WORK REQUIRED:
Report each line of the entries below that includes "graph".

====

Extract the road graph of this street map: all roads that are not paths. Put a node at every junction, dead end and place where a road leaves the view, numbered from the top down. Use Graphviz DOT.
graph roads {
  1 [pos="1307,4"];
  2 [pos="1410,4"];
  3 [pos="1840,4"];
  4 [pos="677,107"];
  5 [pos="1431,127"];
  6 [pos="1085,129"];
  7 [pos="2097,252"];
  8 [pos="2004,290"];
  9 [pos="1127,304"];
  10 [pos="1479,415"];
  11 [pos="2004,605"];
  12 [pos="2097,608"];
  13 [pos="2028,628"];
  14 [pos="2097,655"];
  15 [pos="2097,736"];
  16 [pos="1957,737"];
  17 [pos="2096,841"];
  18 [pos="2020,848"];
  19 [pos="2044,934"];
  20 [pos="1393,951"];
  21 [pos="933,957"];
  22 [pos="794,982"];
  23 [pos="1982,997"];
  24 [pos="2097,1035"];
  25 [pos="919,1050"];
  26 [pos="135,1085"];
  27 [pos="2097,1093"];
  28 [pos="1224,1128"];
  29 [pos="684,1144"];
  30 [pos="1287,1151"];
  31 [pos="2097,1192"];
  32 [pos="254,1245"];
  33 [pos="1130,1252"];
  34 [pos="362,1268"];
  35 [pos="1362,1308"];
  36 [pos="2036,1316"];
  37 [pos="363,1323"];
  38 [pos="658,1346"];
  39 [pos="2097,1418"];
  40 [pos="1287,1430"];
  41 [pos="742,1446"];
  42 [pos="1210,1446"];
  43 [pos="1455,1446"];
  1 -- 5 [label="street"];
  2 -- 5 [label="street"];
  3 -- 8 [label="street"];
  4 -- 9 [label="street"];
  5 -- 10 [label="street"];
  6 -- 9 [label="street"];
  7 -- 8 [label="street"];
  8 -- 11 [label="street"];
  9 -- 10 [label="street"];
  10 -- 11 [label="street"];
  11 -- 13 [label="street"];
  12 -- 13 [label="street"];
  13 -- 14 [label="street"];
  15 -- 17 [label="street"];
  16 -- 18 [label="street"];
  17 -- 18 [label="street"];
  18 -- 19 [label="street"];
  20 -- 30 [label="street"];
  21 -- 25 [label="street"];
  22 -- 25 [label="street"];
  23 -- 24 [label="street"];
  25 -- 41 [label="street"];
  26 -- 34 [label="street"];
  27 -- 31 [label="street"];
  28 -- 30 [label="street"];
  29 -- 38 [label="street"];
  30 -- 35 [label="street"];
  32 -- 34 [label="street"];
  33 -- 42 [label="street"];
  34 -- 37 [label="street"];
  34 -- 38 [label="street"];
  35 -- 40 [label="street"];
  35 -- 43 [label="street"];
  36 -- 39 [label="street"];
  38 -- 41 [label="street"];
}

====

RESPONSE BOX:
Extract the road graph of this street map: all roads that are not paths. Put a node at every junction, dead end and place where a road leaves the view, numbered from the top down. Use Graphviz DOT.
graph roads {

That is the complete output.